# What is needed:
Give back the records below exactly, every one, with no pictures.

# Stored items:
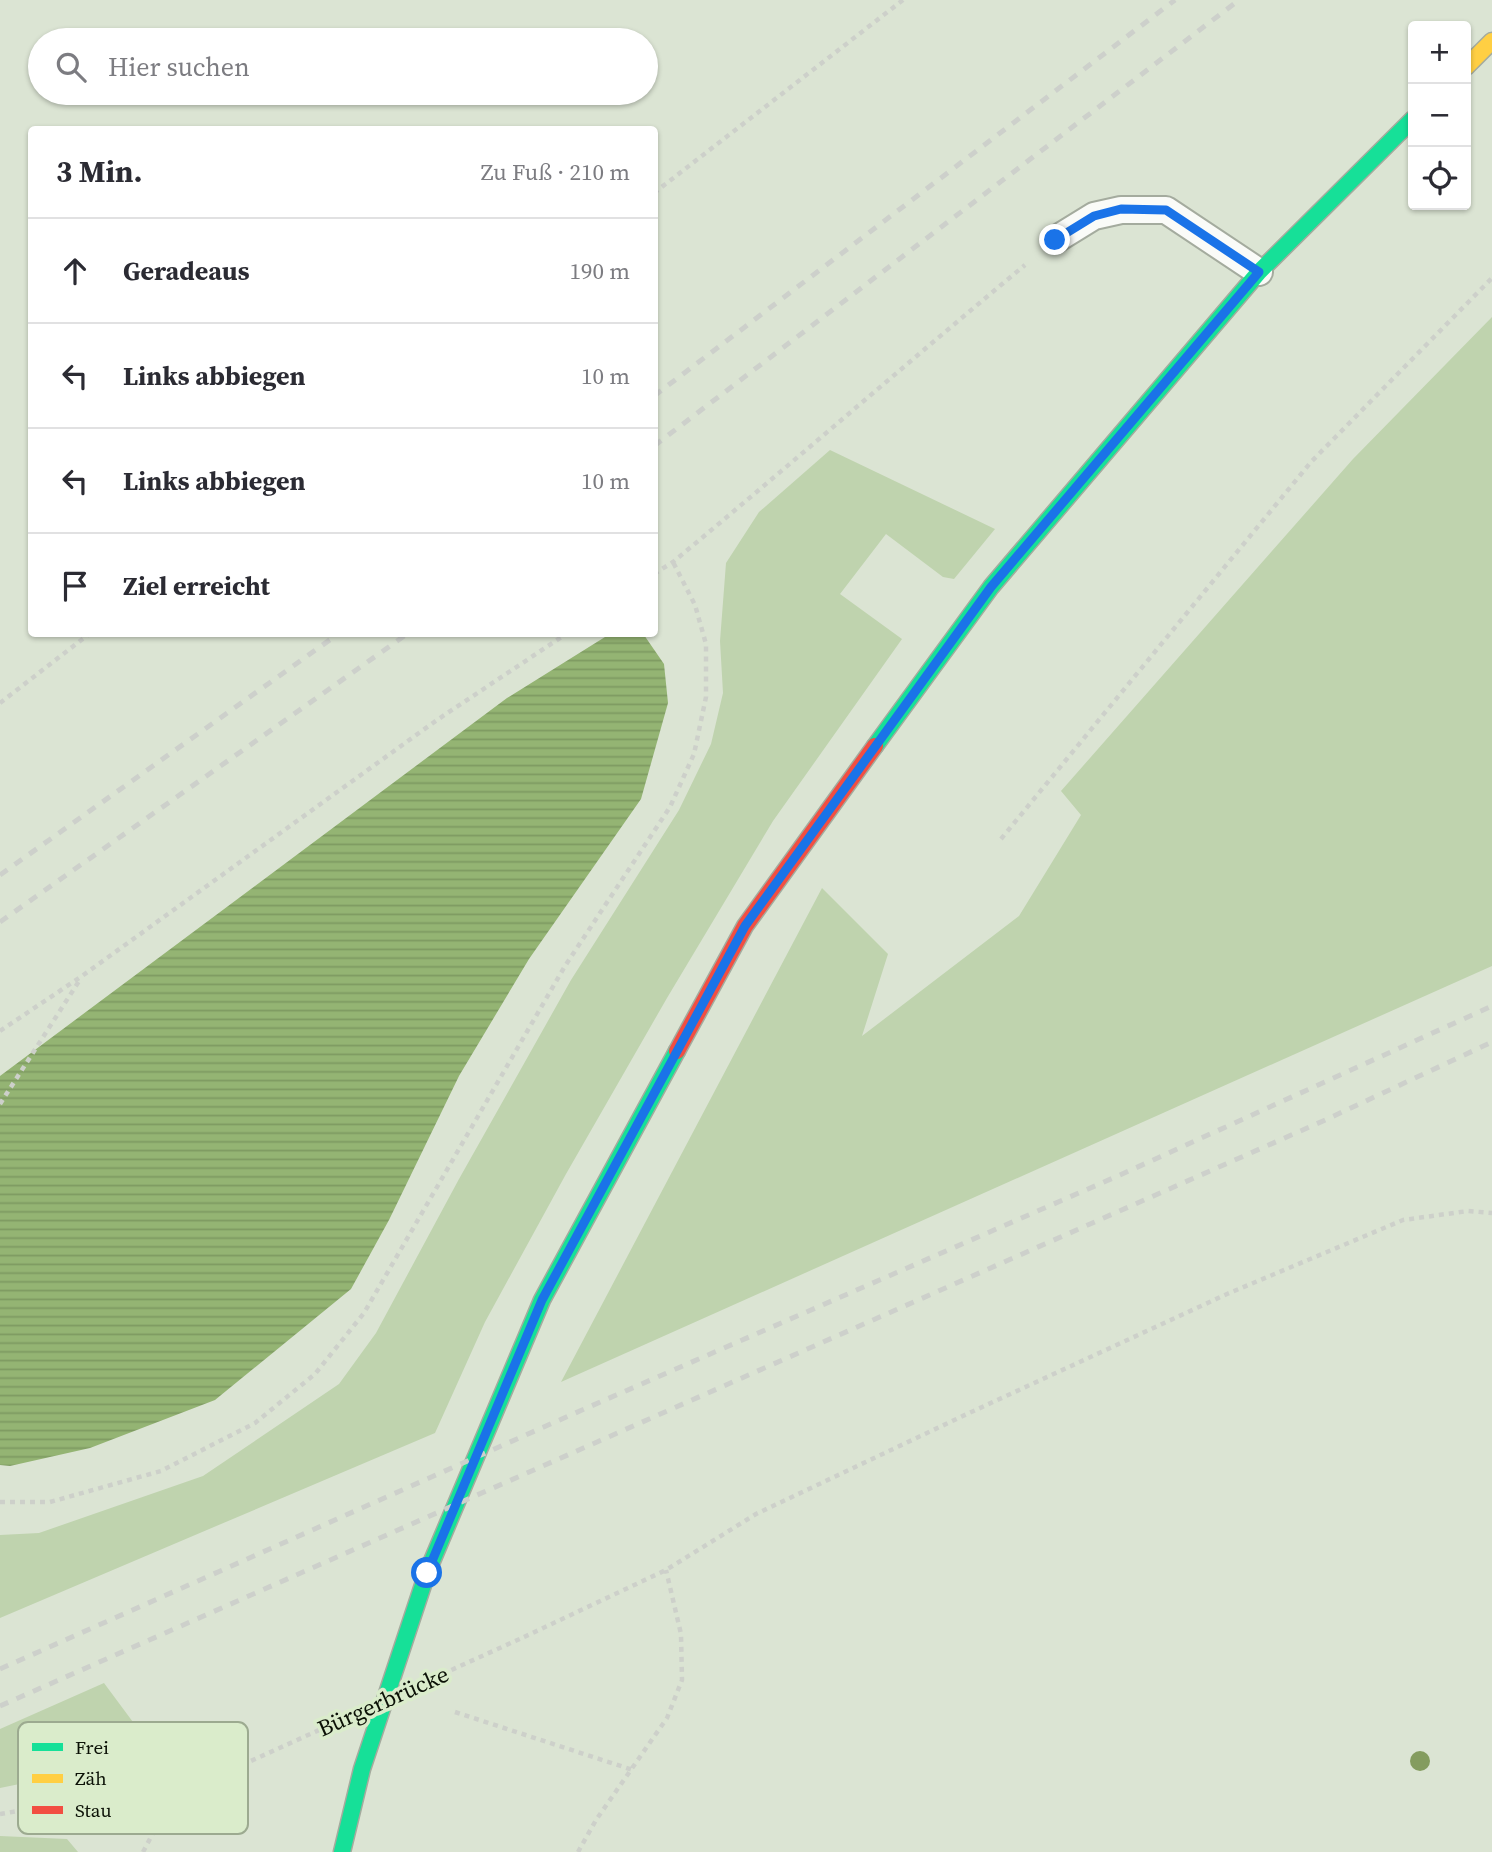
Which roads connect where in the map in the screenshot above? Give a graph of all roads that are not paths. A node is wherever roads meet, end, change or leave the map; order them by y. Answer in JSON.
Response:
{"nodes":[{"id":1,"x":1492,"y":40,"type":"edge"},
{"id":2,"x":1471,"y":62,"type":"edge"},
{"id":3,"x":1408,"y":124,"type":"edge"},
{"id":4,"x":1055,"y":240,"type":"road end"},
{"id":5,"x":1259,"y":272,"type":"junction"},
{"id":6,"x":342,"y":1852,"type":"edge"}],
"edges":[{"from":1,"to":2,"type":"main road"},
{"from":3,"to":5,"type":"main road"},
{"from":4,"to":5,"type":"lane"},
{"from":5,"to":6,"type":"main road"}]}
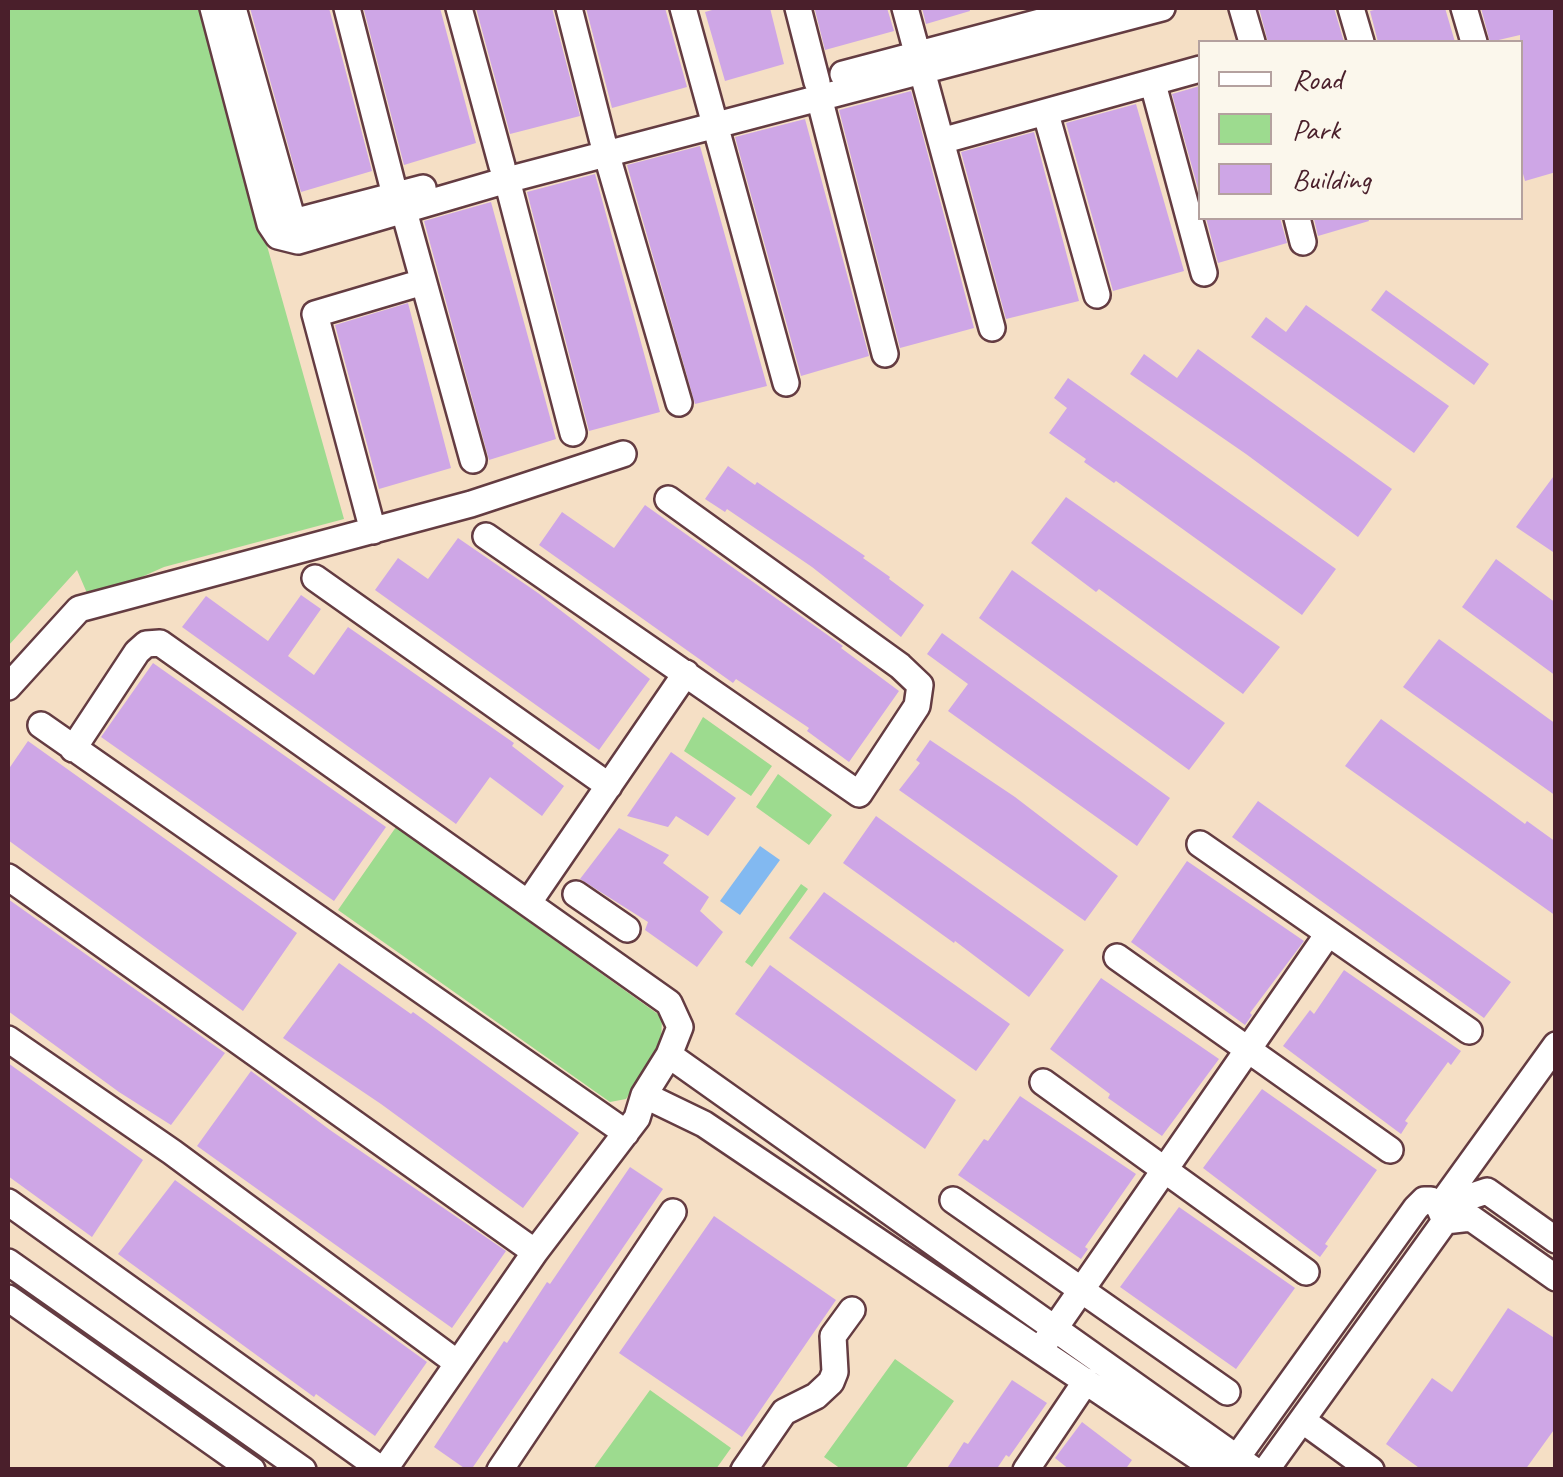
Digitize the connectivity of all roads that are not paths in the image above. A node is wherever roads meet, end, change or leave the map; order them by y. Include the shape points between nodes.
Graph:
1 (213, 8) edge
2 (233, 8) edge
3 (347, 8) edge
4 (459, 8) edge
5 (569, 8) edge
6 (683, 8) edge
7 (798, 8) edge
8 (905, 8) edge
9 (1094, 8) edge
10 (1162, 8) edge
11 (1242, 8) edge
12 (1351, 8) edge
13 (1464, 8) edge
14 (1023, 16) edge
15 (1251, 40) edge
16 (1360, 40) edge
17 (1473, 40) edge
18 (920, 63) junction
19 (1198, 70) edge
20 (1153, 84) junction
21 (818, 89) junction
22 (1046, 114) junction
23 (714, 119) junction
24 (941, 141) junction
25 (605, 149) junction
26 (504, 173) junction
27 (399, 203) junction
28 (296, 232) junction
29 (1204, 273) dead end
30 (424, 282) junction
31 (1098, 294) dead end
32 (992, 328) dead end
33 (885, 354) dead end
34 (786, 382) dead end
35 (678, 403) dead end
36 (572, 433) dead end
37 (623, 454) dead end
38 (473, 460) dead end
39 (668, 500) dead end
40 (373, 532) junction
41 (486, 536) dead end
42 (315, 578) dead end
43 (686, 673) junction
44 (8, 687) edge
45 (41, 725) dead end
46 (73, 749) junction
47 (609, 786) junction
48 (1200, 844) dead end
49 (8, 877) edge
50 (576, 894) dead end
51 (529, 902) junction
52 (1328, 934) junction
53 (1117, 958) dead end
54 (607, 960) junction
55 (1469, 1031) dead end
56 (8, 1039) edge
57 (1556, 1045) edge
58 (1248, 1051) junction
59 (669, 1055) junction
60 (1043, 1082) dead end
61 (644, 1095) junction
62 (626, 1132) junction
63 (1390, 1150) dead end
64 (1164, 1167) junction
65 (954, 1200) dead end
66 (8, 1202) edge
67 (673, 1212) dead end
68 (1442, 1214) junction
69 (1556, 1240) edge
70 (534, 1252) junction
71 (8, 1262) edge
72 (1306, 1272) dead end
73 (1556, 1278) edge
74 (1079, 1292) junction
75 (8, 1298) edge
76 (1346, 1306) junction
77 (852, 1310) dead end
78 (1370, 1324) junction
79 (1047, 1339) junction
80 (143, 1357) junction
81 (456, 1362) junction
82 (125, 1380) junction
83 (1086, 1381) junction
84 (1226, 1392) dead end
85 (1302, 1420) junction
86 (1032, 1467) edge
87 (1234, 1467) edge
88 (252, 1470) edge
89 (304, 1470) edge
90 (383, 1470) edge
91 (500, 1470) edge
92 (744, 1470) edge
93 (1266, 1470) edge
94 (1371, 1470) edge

# Output of the task:
Which roads connect where in the map in the screenshot above? Give a graph of all roads that are not paths. A node is wherever roads meet, end, change or leave the map; order them by y. Answer in JSON.
Response:
{"nodes":[{"id":1,"x":1492,"y":40,"type":"edge"},
{"id":2,"x":1471,"y":62,"type":"edge"},
{"id":3,"x":1408,"y":124,"type":"edge"},
{"id":4,"x":1055,"y":240,"type":"road end"},
{"id":5,"x":1259,"y":272,"type":"junction"},
{"id":6,"x":342,"y":1852,"type":"edge"}],
"edges":[{"from":1,"to":2,"type":"main road"},
{"from":3,"to":5,"type":"main road"},
{"from":4,"to":5,"type":"lane"},
{"from":5,"to":6,"type":"main road"}]}
Digitize the connectivity of all roads that are not paths in the image above. A node is wherever roads meet, end, change or leave the map; order them by y. Include the shape points between nodes.
Graph:
1 (213, 8) edge
2 (233, 8) edge
3 (347, 8) edge
4 (459, 8) edge
5 (569, 8) edge
6 (683, 8) edge
7 (798, 8) edge
8 (905, 8) edge
9 (1094, 8) edge
10 (1162, 8) edge
11 (1242, 8) edge
12 (1351, 8) edge
13 (1464, 8) edge
14 (1023, 16) edge
15 (1251, 40) edge
16 (1360, 40) edge
17 (1473, 40) edge
18 (920, 63) junction
19 (1198, 70) edge
20 (1153, 84) junction
21 (818, 89) junction
22 (1046, 114) junction
23 (714, 119) junction
24 (941, 141) junction
25 (605, 149) junction
26 (504, 173) junction
27 (399, 203) junction
28 (296, 232) junction
29 (1204, 273) dead end
30 (424, 282) junction
31 (1098, 294) dead end
32 (992, 328) dead end
33 (885, 354) dead end
34 (786, 382) dead end
35 (678, 403) dead end
36 (572, 433) dead end
37 (623, 454) dead end
38 (473, 460) dead end
39 (668, 500) dead end
40 (373, 532) junction
41 (486, 536) dead end
42 (315, 578) dead end
43 (686, 673) junction
44 (8, 687) edge
45 (41, 725) dead end
46 (73, 749) junction
47 (609, 786) junction
48 (1200, 844) dead end
49 (8, 877) edge
50 (576, 894) dead end
51 (529, 902) junction
52 (1328, 934) junction
53 (1117, 958) dead end
54 (607, 960) junction
55 (1469, 1031) dead end
56 (8, 1039) edge
57 (1556, 1045) edge
58 (1248, 1051) junction
59 (669, 1055) junction
60 (1043, 1082) dead end
61 (644, 1095) junction
62 (626, 1132) junction
63 (1390, 1150) dead end
64 (1164, 1167) junction
65 (954, 1200) dead end
66 (8, 1202) edge
67 (673, 1212) dead end
68 (1442, 1214) junction
69 (1556, 1240) edge
70 (534, 1252) junction
71 (8, 1262) edge
72 (1306, 1272) dead end
73 (1556, 1278) edge
74 (1079, 1292) junction
75 (8, 1298) edge
76 (1346, 1306) junction
77 (852, 1310) dead end
78 (1370, 1324) junction
79 (1047, 1339) junction
80 (143, 1357) junction
81 (456, 1362) junction
82 (125, 1380) junction
83 (1086, 1381) junction
84 (1226, 1392) dead end
85 (1302, 1420) junction
86 (1032, 1467) edge
87 (1234, 1467) edge
88 (252, 1470) edge
89 (304, 1470) edge
90 (383, 1470) edge
91 (500, 1470) edge
92 (744, 1470) edge
93 (1266, 1470) edge
94 (1371, 1470) edge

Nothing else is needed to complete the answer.